* Problem details *
If a line in the data has the string "Kizu", please show it.

* Supplied data *
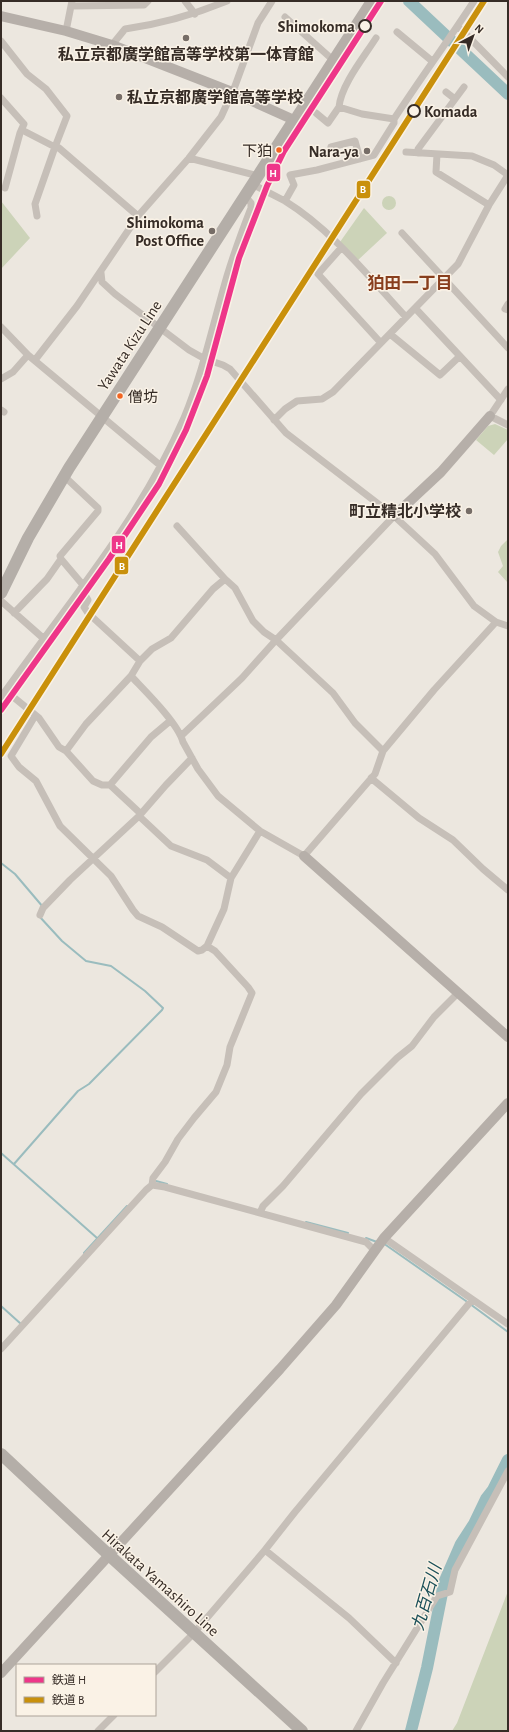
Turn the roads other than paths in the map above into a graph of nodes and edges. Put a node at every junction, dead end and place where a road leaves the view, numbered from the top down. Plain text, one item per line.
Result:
1 (148, 1) edge
2 (185, 1) edge
3 (227, 1) edge
4 (272, 1) edge
5 (371, 1) edge
6 (474, 1) edge
7 (111, 3) edge
8 (71, 4) edge
9 (196, 14) junction
10 (1, 16) edge
11 (285, 17) dead end
12 (457, 28) junction
13 (66, 31) junction
14 (397, 32) dead end
15 (376, 38) dead end
16 (1, 41) edge
17 (112, 45) junction
18 (333, 60) junction
19 (432, 61) junction
20 (508, 77) edge
21 (464, 87) dead end
22 (232, 92) junction
23 (446, 92) dead end
24 (3, 98) edge
25 (455, 99) junction
26 (339, 107) junction
27 (316, 113) dead end
28 (394, 119) junction
29 (294, 120) junction
30 (22, 130) junction
31 (331, 147) dead end
32 (55, 148) junction
33 (406, 152) dead end
34 (418, 153) junction
35 (437, 154) junction
36 (189, 158) junction
37 (360, 159) junction
38 (506, 170) edge
39 (255, 180) junction
40 (5, 188) dead end
41 (245, 196) junction
42 (285, 201) junction
43 (489, 205) junction
44 (37, 216) dead end
45 (138, 216) junction
46 (402, 233) dead end
47 (342, 248) junction
48 (101, 273) junction
49 (444, 278) junction
50 (508, 304) edge
51 (415, 308) junction
52 (508, 310) edge
53 (406, 317) junction
54 (1, 328) edge
55 (159, 328) junction
56 (390, 334) junction
57 (381, 343) junction
58 (508, 348) edge
59 (28, 355) junction
60 (460, 356) junction
61 (205, 359) junction
62 (35, 360) junction
63 (1, 379) edge
64 (508, 389) edge
65 (501, 400) junction
66 (490, 416) junction
67 (102, 417) junction
68 (274, 420) junction
69 (508, 425) edge
70 (161, 466) junction
71 (64, 476) junction
72 (394, 516) junction
73 (177, 526) dead end
74 (61, 559) junction
75 (225, 579) junction
76 (82, 586) junction
77 (1, 592) edge
78 (1, 601) edge
79 (14, 613) junction
80 (496, 622) junction
81 (508, 626) edge
82 (43, 638) junction
83 (276, 640) junction
84 (140, 661) junction
85 (131, 676) junction
86 (6, 690) junction
87 (1, 697) edge
88 (35, 716) junction
89 (170, 721) junction
90 (181, 736) junction
91 (66, 751) junction
92 (383, 751) junction
93 (192, 758) junction
94 (371, 778) junction
95 (110, 785) junction
96 (139, 815) junction
97 (260, 831) junction
98 (304, 856) junction
99 (93, 857) junction
100 (231, 878) junction
101 (508, 890) edge
102 (40, 916) dead end
103 (208, 946) junction
104 (458, 993) junction
105 (508, 1037) edge
106 (508, 1103) edge
107 (152, 1186) junction
108 (260, 1213) junction
109 (384, 1238) junction
110 (375, 1251) junction
111 (472, 1300) junction
112 (508, 1324) edge
113 (1, 1349) edge
114 (1, 1454) edge
115 (508, 1471) edge
116 (265, 1550) junction
117 (110, 1556) junction
118 (194, 1633) junction
119 (396, 1663) junction
120 (156, 1671) edge
121 (1, 1673) edge
122 (113, 1716) edge
123 (98, 1731) edge
124 (302, 1731) edge
125 (356, 1731) edge

1 - 7 street
2 - 9 street
3 - 9 street
4 - 22 street
5 - 18 street
6 - 12 street
7 - 8 street
8 - 13 street
9 - 17 street
10 - 13 street
11 - 18 street
12 - 19 street
12 - 20 street
13 - 17 street
14 - 19 street
15 - 26 street
16 - 32 street
17 - 22 street
18 - 29 street
19 - 28 street
21 - 25 street
22 - 29 street
22 - 36 street
23 - 25 street
24 - 30 street
25 - 34 street
26 - 27 street
26 - 28 street
28 - 37 street
29 - 39 main road, Yawata Kizu Line
30 - 32 street
30 - 40 street
31 - 37 street
32 - 44 street
32 - 45 street
33 - 34 street
34 - 35 street
35 - 38 street
35 - 43 street
36 - 39 street
36 - 45 street
37 - 42 street
38 - 43 street
39 - 41 main road, Yawata Kizu Line
39 - 42 street
41 - 55 main road, Yawata Kizu Line
41 - 61 street
42 - 47 street
43 - 49 street
45 - 48 street
46 - 49 street
47 - 53 street
47 - 57 street
48 - 55 street
48 - 62 street
49 - 51 street
49 - 58 street
50 - 52 street
51 - 53 street
51 - 60 street
53 - 56 street
54 - 59 street
55 - 61 street
55 - 67 main road, Yawata Kizu Line
56 - 57 street
56 - 60 street
57 - 68 street
59 - 62 street
59 - 63 street
60 - 65 street
61 - 68 street
61 - 70 street
62 - 67 street
64 - 65 street
65 - 66 street
66 - 69 street
66 - 72 street
67 - 70 street
67 - 71 main road, Yawata Kizu Line
68 - 72 street
70 - 76 street
71 - 74 street
71 - 77 main road, Yawata Kizu Line
72 - 80 street
72 - 83 street
73 - 75 street
74 - 76 street
74 - 79 street
75 - 83 street
75 - 84 street
76 - 82 street
76 - 84 street
78 - 79 street
79 - 82 street
80 - 81 street
80 - 92 street
82 - 86 street
83 - 90 street
83 - 92 street
84 - 85 street
85 - 89 street
85 - 91 street
86 - 87 street
86 - 88 street
88 - 91 street
88 - 99 street
89 - 90 street
89 - 95 street
90 - 93 street
91 - 95 street
92 - 94 street
93 - 96 street
93 - 97 street
94 - 98 street
94 - 101 street
95 - 96 street
96 - 99 street
96 - 100 street
97 - 98 street
97 - 100 street
98 - 104 street
99 - 102 street
99 - 103 street
100 - 103 street
103 - 107 street
104 - 105 street
104 - 108 street
106 - 109 street
107 - 108 street
107 - 113 street
108 - 110 street
109 - 110 street
109 - 111 street
110 - 117 street
111 - 112 street
111 - 116 street
114 - 117 main road, Hirakata Yamashiro Line
115 - 119 street
116 - 118 street
116 - 119 street
117 - 118 main road, Hirakata Yamashiro Line
117 - 121 street
118 - 120 street
118 - 124 main road, Hirakata Yamashiro Line
119 - 125 street
122 - 123 street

* Answer box *
29 - 39 main road, Yawata Kizu Line
39 - 41 main road, Yawata Kizu Line
41 - 55 main road, Yawata Kizu Line
55 - 67 main road, Yawata Kizu Line
67 - 71 main road, Yawata Kizu Line
71 - 77 main road, Yawata Kizu Line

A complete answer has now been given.